Третья парадигма ассоциируется с лингвистическим направлением в философии, отвергающим картезианское мнение о том, что наш разум – основание, опираясь на которое мы можем обрести знание. Это направление мысли находит выражение в феноменологии и аналитической философии. Обе эти школы указывают на то, что ни «бытие», ни «разум» не могут считаться чем-то основополагающим, поскольку мы связываем себя с тем и другим посредством языка.

В споре науки и богословия принимается как данность то, что природа объективно существует. Эту же позицию отстаивают или принимают как данность приверженцы нового естественного богословия. Данный онтологический тезис дополняется эпистемологическим представлением, согласно которому возможности обретения знания не являются неким естественным некритическим процессом. В этом – суть критического реализма.

Критический реализм – подход, пользующийся большой популярностью у приверженцев нового естественного богословия, и в изысканиях различных ученых он находит ряд практических преломлений. Критический реализм рассматривает такие вопросы, как герменевтический и эпистемологический круг, социальные и культурные аспекты, многообразие и сложность исследований, и наконец неэмпирические критерии[329]. Если, размышляя о природе, мы стремимся руководствовать принципами критического реализма, то должны принимать во внимание эти вопросы.

Онтология и эпистемология в соотношении с красотой

В своей книге «Тайная сила красоты» Джон Армстронг рассматривает вопрос о том, что значит, что нечто воспринимается как прекрасное[330]. Он рассматривает этот вопрос в контексте искусства и эстетики. Совершая путешествие по истории, он сталкивается с затруднением: то, что мы воспринимаем как красоту, выразить сложно, поскольку критерии здесь неясные, но в философском отношении они слишком жесткие, чтобы можно было их применять в данном вопросе.

Армстронг призывает нас не уподобляться Прокрусту[331]. Персонаж греческой мифологии кузнец Прокруст был жестоким и низким человеком. У него было железное ложе, и на него он укладывал всякого путника, которого ему удавалось заманить к себе в дом; пользуясь кузнечными орудиями, он вытягивал ноги тому, кому ложе было велико, и обрубал их тому, для кого оно было мало. На самом же деле не было ни одного человека, кому ложе подходило бы идеально, поскольку у Прокруста было припасено запасное ложе, которое он использовал в случае, если первое ложе подходило путнику.

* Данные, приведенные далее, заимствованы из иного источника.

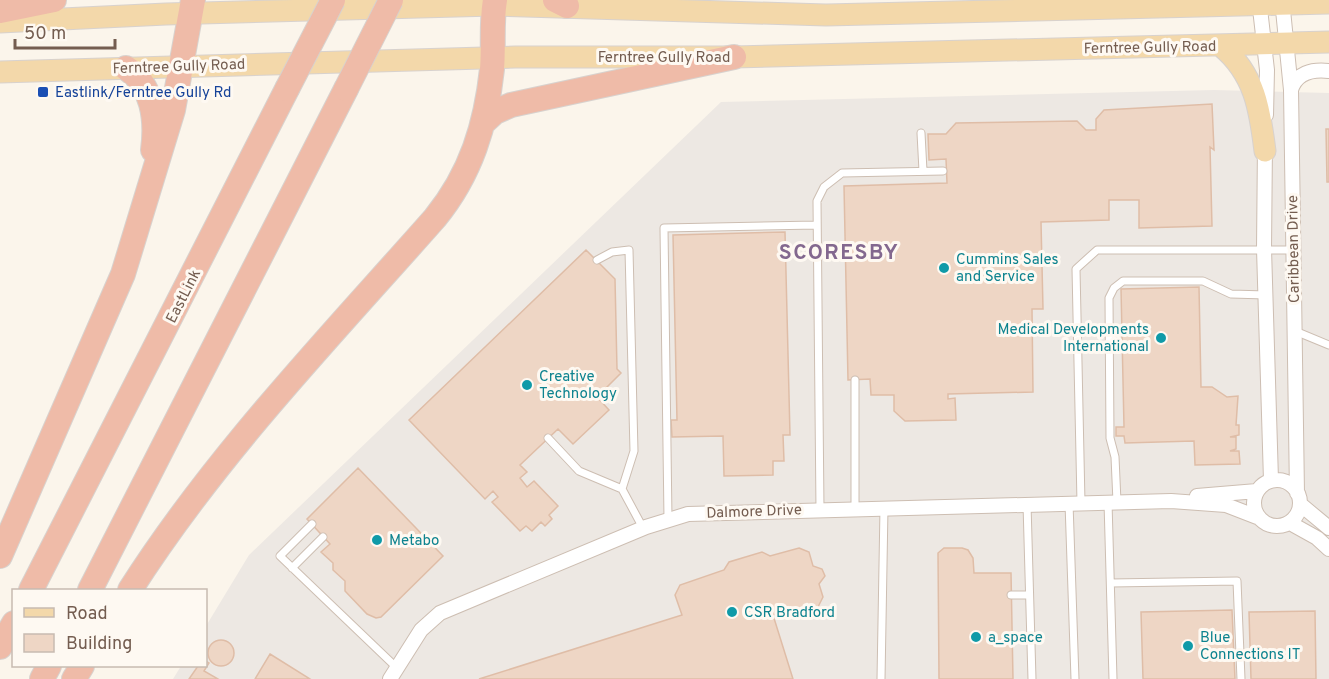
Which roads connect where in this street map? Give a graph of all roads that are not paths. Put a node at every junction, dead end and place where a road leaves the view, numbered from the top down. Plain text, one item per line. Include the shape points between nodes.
1 (54, 0) edge
2 (333, 0) edge
3 (391, 0) edge
4 (1188, 0) edge
5 (1282, 2) edge
6 (1325, 2) edge
7 (494, 3) edge
8 (561, 3) edge
9 (1259, 3) edge
10 (191, 6) edge
11 (1168, 8) junction
12 (0, 11) edge
13 (0, 22) edge
14 (1329, 42) edge
15 (1286, 43) junction
16 (1263, 44) junction
17 (1221, 46) junction
18 (734, 57) junction
19 (491, 58) junction
20 (180, 66) junction
21 (126, 68) junction
22 (1329, 71) edge
23 (0, 72) edge
24 (1291, 90) junction
25 (483, 124) junction
26 (921, 133) dead end
27 (1265, 151) junction
28 (922, 171) junction
29 (943, 171) dead end
30 (817, 225) junction
31 (137, 229) junction
32 (1264, 249) junction
33 (1293, 250) junction
34 (597, 260) dead end
35 (1266, 296) junction
36 (1295, 331) junction
37 (1329, 345) edge
38 (855, 380) dead end
39 (548, 438) dead end
40 (1271, 480) junction
41 (622, 489) junction
42 (1257, 491) junction
43 (1299, 498) junction
44 (1171, 501) junction
45 (1113, 502) junction
46 (1075, 503) junction
47 (1027, 504) junction
48 (884, 508) junction
49 (855, 509) junction
50 (820, 510) junction
51 (1257, 517) junction
52 (668, 519) junction
53 (1290, 522) junction
54 (312, 524) dead end
55 (643, 528) junction
56 (1329, 528) edge
57 (323, 537) dead end
58 (1329, 549) edge
59 (0, 555) edge
60 (292, 568) junction
61 (1111, 583) junction
62 (32, 589) edge
63 (91, 589) edge
64 (131, 589) edge
65 (1011, 595) dead end
66 (1029, 595) junction
67 (12, 626) edge
68 (0, 647) edge
69 (394, 674) edge
70 (881, 679) edge
71 (1032, 679) edge
72 (1076, 679) edge
73 (1113, 679) edge
74 (1241, 679) edge

1 - 12 highway
2 - 62 highway, EastLink, bridge
3 - 63 highway, bridge
4 - 11 main road
5 - 6 main road
5 - 9 main road
5 - 15 street, Caribbean Drive
7 - 8 main road
7 - 10 main road
7 - 19 highway
8 - 11 main road via 816,15
9 - 11 main road
9 - 16 street, Caribbean Drive
10 - 13 main road
10 - 20 highway
14 - 15 main road, Ferntree Gully Road
15 - 16 main road, Ferntree Gully Road
15 - 24 street, Caribbean Drive
16 - 17 main road, Ferntree Gully Road
16 - 27 street, Caribbean Drive via 1267,70
17 - 18 main road, Ferntree Gully Road
17 - 27 main road via 1250,79
18 - 19 main road, Ferntree Gully Road
18 - 25 highway via 511,105 495,112
19 - 20 main road, Ferntree Gully Road
19 - 25 highway
20 - 21 main road, Ferntree Gully Road
20 - 31 highway via 170,120
21 - 23 main road, Ferntree Gully Road
21 - 31 highway via 143,83 154,120 152,157
22 - 24 street via 1302,74
24 - 33 street, Caribbean Drive
25 - 64 highway via 468,168 446,205 260,416 184,512
26 - 28 lane
27 - 32 street, Caribbean Drive
28 - 29 lane
28 - 30 lane via 842,173 820,194
30 - 50 lane
30 - 52 lane via 664,228
31 - 59 highway via 109,311
32 - 33 lane
32 - 35 street, Caribbean Drive
32 - 46 lane via 1097,249 1076,268
33 - 36 street, Caribbean Drive
34 - 41 lane via 612,252 629,250 634,451
35 - 40 street, Caribbean Drive
35 - 45 lane via 1231,294 1203,281 1123,281 1112,291 1109,298
36 - 37 lane
36 - 43 street, Caribbean Drive
38 - 49 lane
39 - 41 lane via 579,471
40 - 42 street
40 - 43 street via 1288,483
41 - 55 lane
42 - 44 street, Dalmore Drive
42 - 51 street via 1253,504
43 - 53 street via 1299,511
43 - 56 street
44 - 45 street, Dalmore Drive
44 - 51 street, Dalmore Drive via 1226,505
45 - 46 street, Dalmore Drive
45 - 61 lane
46 - 47 street, Dalmore Drive
46 - 72 lane
47 - 48 street, Dalmore Drive
47 - 66 lane
48 - 49 street, Dalmore Drive
48 - 70 lane
49 - 50 street, Dalmore Drive
50 - 52 street, Dalmore Drive via 703,513
51 - 53 street via 1269,526
52 - 55 street, Dalmore Drive
53 - 58 street
54 - 60 lane via 280,556
55 - 69 street, Dalmore Drive via 440,613 421,630
57 - 60 lane
60 - 69 lane
61 - 73 lane
61 - 74 lane via 1237,581
65 - 66 lane
66 - 71 lane
67 - 68 highway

По словам Армстронга, мы поступаем как Прокруст, когда поддаемся искушению принимать одну трактовку красоты в качестве универсального ключа к пониманию всякой красоты.

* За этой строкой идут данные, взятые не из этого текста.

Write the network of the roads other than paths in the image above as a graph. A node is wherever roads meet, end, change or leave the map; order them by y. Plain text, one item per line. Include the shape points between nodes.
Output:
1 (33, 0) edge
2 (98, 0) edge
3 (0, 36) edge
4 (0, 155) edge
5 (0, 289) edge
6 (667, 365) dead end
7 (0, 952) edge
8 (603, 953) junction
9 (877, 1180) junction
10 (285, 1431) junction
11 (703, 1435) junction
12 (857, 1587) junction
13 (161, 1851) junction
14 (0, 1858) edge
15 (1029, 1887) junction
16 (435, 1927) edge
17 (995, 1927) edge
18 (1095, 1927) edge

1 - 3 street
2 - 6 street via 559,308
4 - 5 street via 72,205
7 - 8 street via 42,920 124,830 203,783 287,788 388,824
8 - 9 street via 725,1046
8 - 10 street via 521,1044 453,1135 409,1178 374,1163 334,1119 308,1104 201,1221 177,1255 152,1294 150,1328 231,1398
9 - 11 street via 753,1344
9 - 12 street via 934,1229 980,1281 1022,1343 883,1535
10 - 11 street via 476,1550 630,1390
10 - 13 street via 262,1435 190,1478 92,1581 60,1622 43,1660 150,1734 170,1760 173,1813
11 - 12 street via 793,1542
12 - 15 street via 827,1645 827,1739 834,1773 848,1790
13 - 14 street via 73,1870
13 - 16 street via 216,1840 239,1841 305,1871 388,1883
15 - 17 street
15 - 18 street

Обращаясь к истории, Армстронг указывает множество критериев выявления красоты. Вначале он рассматривает трактат Хогарта «Анализ красоты», где красота определяется как сочетание определенных форм и структур. Далее он рассматривает «Протагор», где красота связывается и с целым (космосом), и с частями. Кроме того, Армстронг говорит о красоте как о всеобъемлющем качестве вещей и о красоте как о соотношении между частями. Однако, очевидно, все это не является адекватным описанием красоты, рассматривается ли она как части или как целое.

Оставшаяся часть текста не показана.